抗おうとしているのか、縋ろうとしているのか。弛く美しい縛めの中で、ハルの繊細な手が、目を覆う俺の手と、もう一方でさざんかの枝を持つ手にかかっている。
俺の手が持つのは、さざんかの枝という鍵。
くっきりとした黒いカラーで鈍く光る鍵穴に添えて、俺はまさにハルのカラーを暴こうとしていた−−−
「ふふふ。最高にそそるよね、これ」
「ヤメテ」
片腕でハルをぎゅっと抱きしめたまま、俺はスマートフォンで亮介さんからもらった「アンドロギュヌス」の別バージョンを見ていた。
サイトで公開した「アンドロギュヌス」には、肖像権の問題で俺の顔は写っていない。でも、これはハルのカラーで守られた項に、俺が噛みつかんばかりの表情でキスしてる一枚だ。……もし動画を撮ってたら、
「ざっけんな、いつきぃぃぃぃっ!!」
…って、モモの絶叫が入ってるはずの曰くつき。ごめんよ、モモ。あんまりステキなコンセプトで我慢できなかったんだよ……。
アンドロギュヌスはギリシャ神話に出てくる、二人で一人の「人間」。
それは全き存在で、そのことを恐れた神々によって二つに引き裂かれてしまった。
その子孫が今の人間。
引き裂かれて以降、人は愛を求めて己の半身を探すようになった、という話。
まるで、「運命の番」みたいだ。
俺とハルは「運命」じゃない。もしそうなら、ハルのΩとしての戸惑いも、男の子としての戸惑いもなかったかも知れないけど。
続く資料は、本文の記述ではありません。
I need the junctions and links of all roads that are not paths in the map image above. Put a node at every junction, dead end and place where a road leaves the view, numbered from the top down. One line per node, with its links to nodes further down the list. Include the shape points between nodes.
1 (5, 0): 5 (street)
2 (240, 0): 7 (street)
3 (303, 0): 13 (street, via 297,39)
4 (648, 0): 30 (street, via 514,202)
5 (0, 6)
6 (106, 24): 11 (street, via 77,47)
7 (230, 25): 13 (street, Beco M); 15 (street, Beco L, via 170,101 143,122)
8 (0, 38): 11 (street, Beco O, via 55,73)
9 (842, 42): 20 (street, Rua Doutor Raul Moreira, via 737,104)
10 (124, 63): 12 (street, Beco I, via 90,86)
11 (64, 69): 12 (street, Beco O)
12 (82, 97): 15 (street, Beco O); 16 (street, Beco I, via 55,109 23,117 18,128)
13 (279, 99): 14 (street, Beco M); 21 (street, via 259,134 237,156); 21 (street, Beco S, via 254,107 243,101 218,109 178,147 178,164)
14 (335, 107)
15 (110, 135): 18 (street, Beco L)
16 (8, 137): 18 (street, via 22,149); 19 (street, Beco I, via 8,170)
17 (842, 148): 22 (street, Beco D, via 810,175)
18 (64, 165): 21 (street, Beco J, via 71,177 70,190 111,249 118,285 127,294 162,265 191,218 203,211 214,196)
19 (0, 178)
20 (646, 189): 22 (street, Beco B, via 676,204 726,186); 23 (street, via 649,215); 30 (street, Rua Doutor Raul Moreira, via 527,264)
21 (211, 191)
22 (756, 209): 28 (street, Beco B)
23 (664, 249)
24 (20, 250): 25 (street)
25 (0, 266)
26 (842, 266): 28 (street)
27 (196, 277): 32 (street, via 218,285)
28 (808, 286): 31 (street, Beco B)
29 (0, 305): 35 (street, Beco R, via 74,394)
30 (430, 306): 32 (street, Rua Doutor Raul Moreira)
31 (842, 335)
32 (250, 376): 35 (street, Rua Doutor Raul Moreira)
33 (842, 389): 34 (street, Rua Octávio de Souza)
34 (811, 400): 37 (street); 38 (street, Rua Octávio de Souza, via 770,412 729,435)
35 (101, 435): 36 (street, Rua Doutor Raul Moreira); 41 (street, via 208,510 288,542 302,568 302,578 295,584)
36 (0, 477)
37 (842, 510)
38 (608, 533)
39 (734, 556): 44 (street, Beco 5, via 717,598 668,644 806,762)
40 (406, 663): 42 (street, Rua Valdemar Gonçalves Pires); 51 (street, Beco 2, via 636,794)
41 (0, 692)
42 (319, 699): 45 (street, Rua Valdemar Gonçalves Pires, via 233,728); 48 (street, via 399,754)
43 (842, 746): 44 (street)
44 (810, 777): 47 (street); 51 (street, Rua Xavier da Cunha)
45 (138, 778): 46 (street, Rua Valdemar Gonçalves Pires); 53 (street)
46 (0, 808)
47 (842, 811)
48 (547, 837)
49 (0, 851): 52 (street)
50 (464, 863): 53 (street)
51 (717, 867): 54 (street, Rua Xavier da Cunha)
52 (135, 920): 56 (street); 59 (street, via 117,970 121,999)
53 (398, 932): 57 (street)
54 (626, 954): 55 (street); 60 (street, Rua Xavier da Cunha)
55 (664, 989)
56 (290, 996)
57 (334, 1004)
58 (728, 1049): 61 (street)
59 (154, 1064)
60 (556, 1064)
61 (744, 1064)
「アンドロギュヌス」には、ハルの戸惑いと願望とがよく表れている。
騒がれたくはない、でも俺の恋人として堂々としていたい。男としての矜持をカラーで守っていたい、でも俺と番いたい−−−
俺たちを弛く縛めるのは聖なる白、情熱の赤。祝福の紅白だ。
「慌てなくていいよ、ハル」
「うぅぅ…なんかもう恥ずかしいよ、これ………」
「俺は嬉しいよ、公開プロポーズ」
「わあああぁぁぁ、言わないでよー!」
見る人が見たら解る。現場にいたモモは、ちょっと寂しそうだった。
ハルの中で、まだ自分の二次性別との折り合いはついてない。
それでも、俺と生きていきたい、そう思ってくれている。
その意思表示。
もう一度こめかみにキスを落とすと、ハルは身動いで向かい合うように俺の膝に乗った。
「…もうちょっと待ってね」
きゅっと。下がり眉を凛々しく上げて、大きな黒い瞳が俺を見つめる。
「必ず、あなたの隣に立つって約束するから」
「わお。お前って子は、ホントに可愛いのに男前だよね」
こつり、と。額を合わせて見つめ合えば、黒い瞳がとろりと蕩けた黒蜜になった。
「大人のキスは平気?」
「……好きだよ。甘くて、熱くて。今あなたと一番深く触れ合える方法だから」
「…ホント、お前はどこでそういう誘惑の仕方を覚えてくるの………」
返事は聞かず、俺は可愛らしい唇を塞ぐと優しく深く愛しい人に接吻けた。